Nothing but an exact repeat of the data, with pictures removed, belongs in the answer.

--- START ---

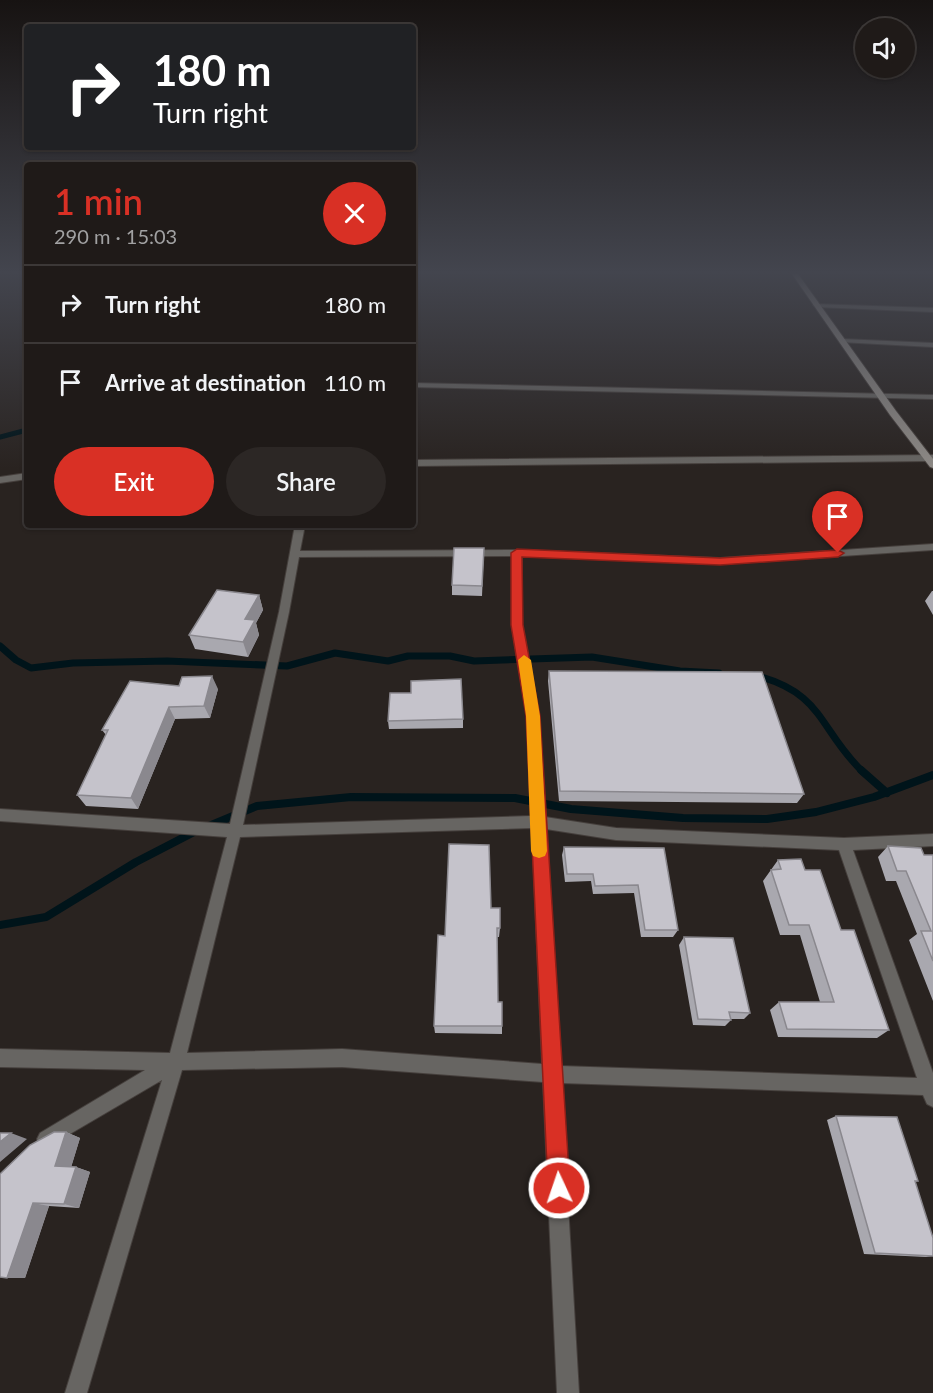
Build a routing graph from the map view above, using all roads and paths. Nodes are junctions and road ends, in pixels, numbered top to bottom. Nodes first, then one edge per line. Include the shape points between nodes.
1 (842, 341) joint
2 (933, 345) edge
3 (416, 385) edge
4 (880, 395) junction
5 (933, 397) edge
6 (931, 460) edge
7 (416, 464) edge
8 (24, 476) edge
9 (0, 480) edge
10 (299, 528) edge
11 (933, 547) edge
12 (517, 553) junction
13 (294, 554) junction
14 (0, 815) edge
15 (537, 822) junction
16 (235, 831) junction
17 (933, 840) edge
18 (843, 844) junction
19 (0, 1058) edge
20 (176, 1062) junction
21 (554, 1074) junction
22 (932, 1090) edge
23 (31, 1150) edge
24 (76, 1393) edge
25 (568, 1393) edge

1 - 2 street
1 - 4 street
3 - 4 street
4 - 5 street
4 - 6 street
6 - 7 street
8 - 9 street
10 - 13 street
11 - 12 street via 720,561
12 - 13 street
12 - 15 street via 517,625 533,716
13 - 16 street
14 - 16 street
15 - 16 street
15 - 18 street via 616,834
15 - 21 street
16 - 20 street
17 - 18 street
18 - 22 street
19 - 20 street
20 - 21 street via 342,1058
20 - 23 street
20 - 24 street
21 - 22 street
21 - 25 street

--- END ---

- [Result of this exercise]
Build a routing graph from the map view above, using all roads and paths. Nodes are junctions and road ends, in pixels, numbered top to bottom. Nodes first, then one edge per line. Include the shape points between nodes.
1 (842, 341) joint
2 (933, 345) edge
3 (416, 385) edge
4 (880, 395) junction
5 (933, 397) edge
6 (931, 460) edge
7 (416, 464) edge
8 (24, 476) edge
9 (0, 480) edge
10 (299, 528) edge
11 (933, 547) edge
12 (517, 553) junction
13 (294, 554) junction
14 (0, 815) edge
15 (537, 822) junction
16 (235, 831) junction
17 (933, 840) edge
18 (843, 844) junction
19 (0, 1058) edge
20 (176, 1062) junction
21 (554, 1074) junction
22 (932, 1090) edge
23 (31, 1150) edge
24 (76, 1393) edge
25 (568, 1393) edge

1 - 2 street
1 - 4 street
3 - 4 street
4 - 5 street
4 - 6 street
6 - 7 street
8 - 9 street
10 - 13 street
11 - 12 street via 720,561
12 - 13 street
12 - 15 street via 517,625 533,716
13 - 16 street
14 - 16 street
15 - 16 street
15 - 18 street via 616,834
15 - 21 street
16 - 20 street
17 - 18 street
18 - 22 street
19 - 20 street
20 - 21 street via 342,1058
20 - 23 street
20 - 24 street
21 - 22 street
21 - 25 street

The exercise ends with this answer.